Mucahithan Avcioglu
14 May 2026•Update: 14 May 2026
The European Central Bank may be forced to raise interest rates if higher crude oil prices begin to feed into inflation expectations, Governing Council member Martins Kazaks said Thursday.
“Oil prices are higher, we see that it’s gradually starting to push inflation up, and if inflation expectations start to deteriorate, then the ECB will be forced to raise interest rates,” Kazaks, who heads Latvia’s central bank, told public broadcaster LTV.
His remarks came as investors and economists increasingly expect the ECB to deliver a 25 basis-point rate hike at its June policy meeting, amid renewed concerns that the Iran war and disruptions around the Strait of Hormuz could keep energy prices elevated and complicate the disinflation process in the euro area.
Kazaks declined to confirm whether such a move is likely, saying: “At the moment the financial markets are pricing an increase — I can’t confirm or deny.”
“We’ll see if that situation comes.
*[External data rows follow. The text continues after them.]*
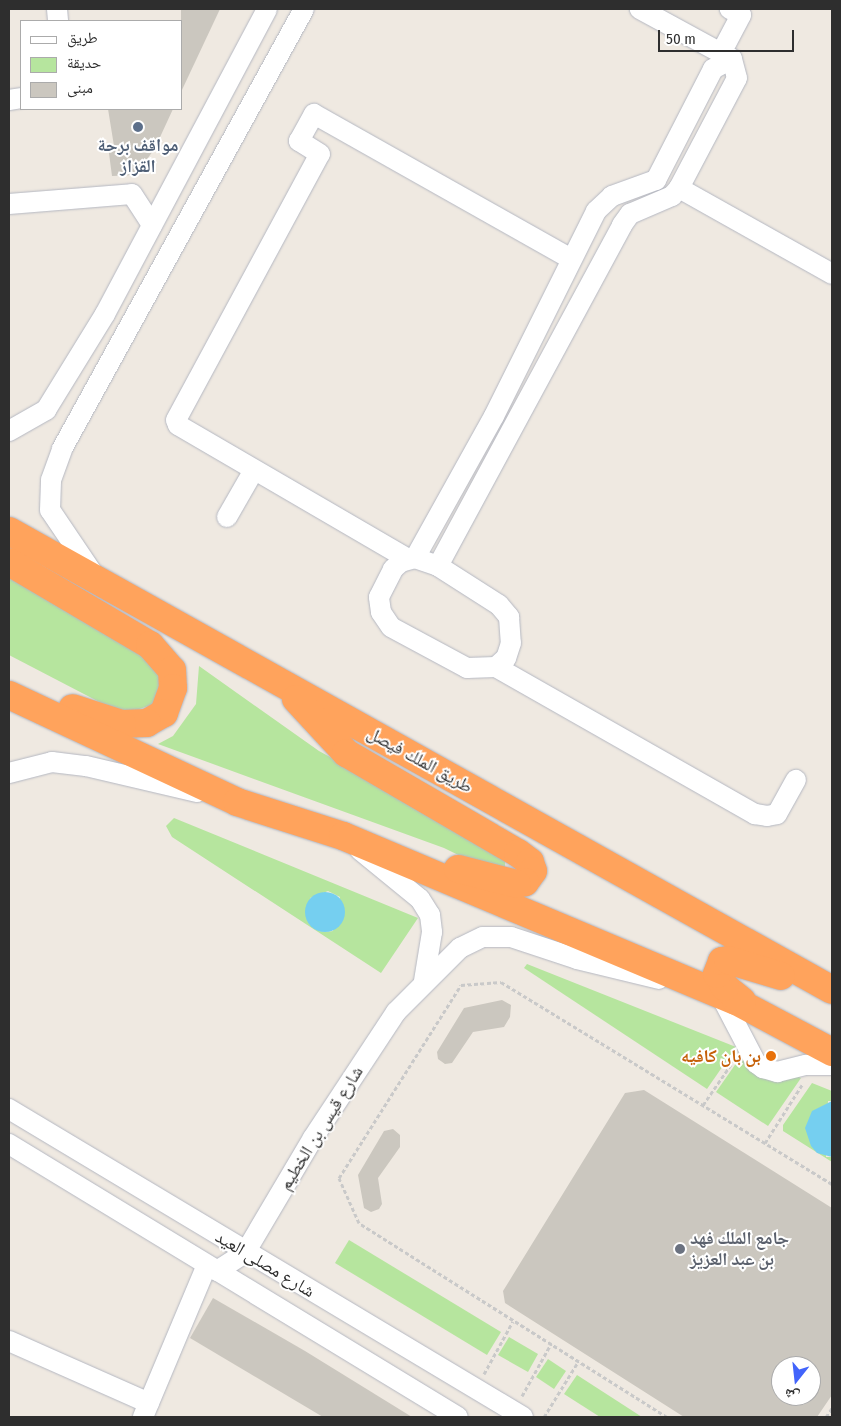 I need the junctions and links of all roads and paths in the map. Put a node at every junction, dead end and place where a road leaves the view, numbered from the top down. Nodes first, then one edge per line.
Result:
1 (267, 9) edge
2 (304, 9) edge
3 (640, 9) edge
4 (730, 9) edge
5 (727, 56) junction
6 (679, 188) junction
7 (9, 204) edge
8 (152, 225) junction
9 (571, 259) junction
10 (832, 274) edge
11 (9, 431) edge
12 (254, 470) junction
13 (227, 517) dead end
14 (9, 531) edge
15 (412, 559) junction
16 (9, 562) edge
17 (438, 566) junction
18 (96, 578) junction
19 (496, 667) junction
20 (277, 680) junction
21 (9, 688) edge
22 (9, 695) edge
23 (9, 773) edge
24 (796, 780) dead end
25 (237, 802) junction
26 (343, 836) junction
27 (374, 849) junction
28 (424, 981) junction
29 (832, 992) edge
30 (712, 993) junction
31 (753, 1010) junction
32 (746, 1043) junction
33 (826, 1061) edge
34 (702, 1105) junction
35 (9, 1108) edge
36 (764, 1143) junction
37 (9, 1144) edge
38 (832, 1184) edge
39 (245, 1253) junction
40 (212, 1268) junction
41 (513, 1321) junction
42 (9, 1341) edge
43 (551, 1344) junction
44 (578, 1362) junction
45 (476, 1389) junction
46 (832, 1408) edge
47 (146, 1410) edge
48 (518, 1414) edge
49 (458, 1417) edge
50 (544, 1417) edge
51 (667, 1417) edge
52 (826, 1417) edge

1 - 8 street
2 - 18 street
3 - 5 street
4 - 5 street
5 - 6 street
5 - 9 street
6 - 10 street
6 - 17 street
7 - 8 street
8 - 11 street
9 - 12 street
9 - 15 street
12 - 13 street
12 - 15 street
14 - 18 highway, طريق الملك فيصل
15 - 17 street
15 - 19 street
16 - 21 highway
17 - 19 street
18 - 20 highway, طريق الملك فيصل
19 - 24 street
20 - 27 highway
20 - 29 highway, طريق الملك فيصل
22 - 25 highway
23 - 25 street
25 - 26 highway
26 - 27 highway
26 - 28 street
27 - 30 highway
28 - 30 street, شارع قيس بن الخطيم
28 - 39 street, شارع قيس بن الخطيم
29 - 31 highway
30 - 31 highway
30 - 32 street
31 - 33 highway
32 - 33 street
32 - 34 path
33 - 36 path
34 - 36 path
34 - 41 path
35 - 39 street, شارع مصلى العيد
36 - 38 path
37 - 40 street, شارع مصلى العيد
39 - 40 street, شارع قيس بن الخطيم
39 - 45 street, شارع مصلى العيد
40 - 47 street
40 - 49 street, شارع مصلى العيد
41 - 43 path
41 - 45 path
42 - 47 street
43 - 44 path
43 - 48 path
44 - 50 path
44 - 51 path
45 - 48 street, شارع مصلى العيد
46 - 52 path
But if we look at the scenario analysis and at our forecasts, then the situation is a bit worse than it was initially forecast in the base case,” he added.
The ECB has been closely monitoring whether the recent jump in energy prices will remain a one-off shock or broaden into second-round effects through wages, corporate pricing behavior and household inflation expectations.
Energy costs are a key component of eurozone inflation, which jumped to 3% in April, and a prolonged rise in oil prices could slow the return of consumer price growth toward the ECB’s 2% target.
The bank’s June meeting is expected to be shaped by updated staff projections, incoming inflation data and signals from financial markets on the persistence of the oil-price shock.
Several ECB officials have recently indicated that policy decisions will remain data-dependent, with particular attention to underlying inflation, wage growth and the risk that geopolitical tensions could add fresh pressure to prices.
The ECB’s main refinancing rate currently stands at elevated levels after a series of policy adjustments aimed at bringing inflation under control following the post-pandemic energy shock and Russia-Ukraine war-driven price surge.